Allowing space for gender and sexuality exploration in the isolation of the pandemic
Rain Marie (She/They) // Columnist
March 2020 changed the world in a way that we never would have imagined. Going into quarantine, we all experienced a strong sense of isolation. For young people especially, this change was drastic. Quarantine, whether for better or for worse, forced us all to spend a lot of time with ourselves, naturally promoting self reflection and introspection. We were prompted to reflect on part of ourselves we’ve never looked at — or maybe parts of ourselves we’ve avoided.
Despite the struggles and pain that quarantine presents, in our society we are given few chances to sit with ourselves and our thoughts. We rush to get to the next event, milestone, or achievement. Our western world is structured around the capitalist idea of our worth equalling material and societal achievement. This constant motion wasn’t stopped by lockdown, but like a rest stop on a long hike, it’s nice to take a break and absorb the view around us.

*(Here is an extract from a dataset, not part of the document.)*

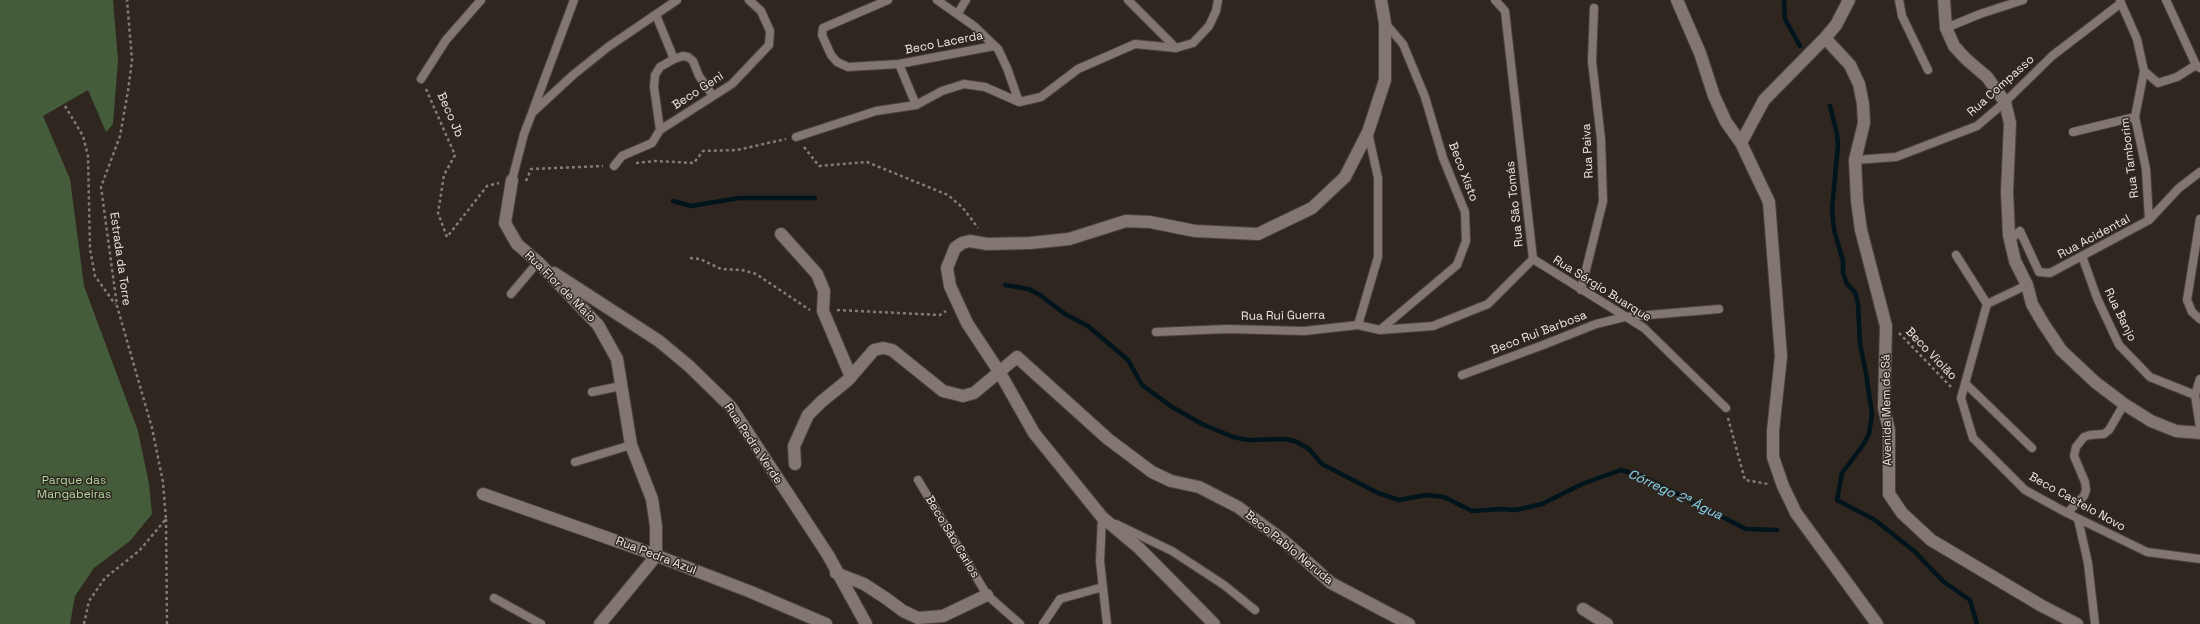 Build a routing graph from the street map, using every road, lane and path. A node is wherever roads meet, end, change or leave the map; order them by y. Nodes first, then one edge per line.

For young people struggling with their sexuality or gender, quarantine allowed space for safe exploration of that. Despite being a natural human instinct, our own thoughts of romance and desire are often repressed — even more so in the mind of a young queer person. In an attempt to survive we will bottle these feelings deep down inside us. Maybe they come up sometimes, maybe we tell ourselves we’ll deal with them later, but the structure of our society really doesn’t allow for proper digestion of these issues.
Gender is a massive spectrum of emotions. It’s a personal and deep journey that people experience in multiple ways. Quarantine allows for a space to self explore, lets us see the parts of us and our gender that may have previously been uncomfortable. The discomfort and societal pressure to stick to the norm still exists, but exploration has become more private and safe when that only person you are spending time with is yourself.
The feelings of isolation that the pandemic created also brought forward the feeling of not wanting to miss out on any future connections. What’s most important to us has been brought to the forefront, and for many of us that something is our connections to other people. Isolation — both caused by emotional repression and the pandemic — is difficult for anyone to experience, and brings forward questions like ‘what am I missing?’ or ‘how much longer do I have to make these connections?’ The fear of coming out is outweighed by the feelings of wanting to connect.
It makes sense that quarantine has led to the growth of online communities; particularly online queer communities. I was very lucky to be exposed to some informative online queer resources and supportive communities in my teens, but many people haven’t had the opportunity until now. As online spaces grow, so do these safe spaces for queer identifying people and people who may be exploring their gender and sexuality. Websites such as TikTok, Discord, Tumblr, and Reddit have allowed these communities to flourish during the pandemic. People can find informative groups and communities in a click and can start exploring these issues within themselves.
Despite all the great things that can come from the internet, there are also conflicts, predators, and misinformation. The internet is a wonderful and helpful thing, but it can also be dangerous and uncontrolled. Diving into these online communities, one may find themselves surrounded by a bunch of scary and unexpected things. Toxic behavior including, but not limited to, gatekeeping, transphobia, homophobia and biphobia, TERF’s (Trans Exclusionary Feminists), and bullying can run rampant in some communities.
Unsafe and inaccurate sex education can be an issue, as many young people go online to find information the school system failed to teach them. Unfortunately, that information is often given to them by other people who were failed by the same system. Safe sex and STI prevention is often mistaught and glossed over for queer people.
As we consume more media and internet pornography, we should acknowledge that many depictions of queer relations are inaccurate. Lots of queer media is either written by cisgendered straight people or is aimed towards a straight audience — meaning that queer media can sometimes fail to represent us accurately. It’s hard to depict queer relationships without the oversight of multiple queer voices. Luckily we can still find good resources, helpful people, and positive information within these communities.
It is no surprise that over the course of lockdown, coming out and self exploration has flourished. With the growth of online communities, time for self reflection, and slightly less societal pressure, queer communities have flourished and grown. Proper research and keeping space to keep yourself safe is essential to keep in mind when entering this journey. Always put yourself first and remember that everyone goes on this journey at their own pace.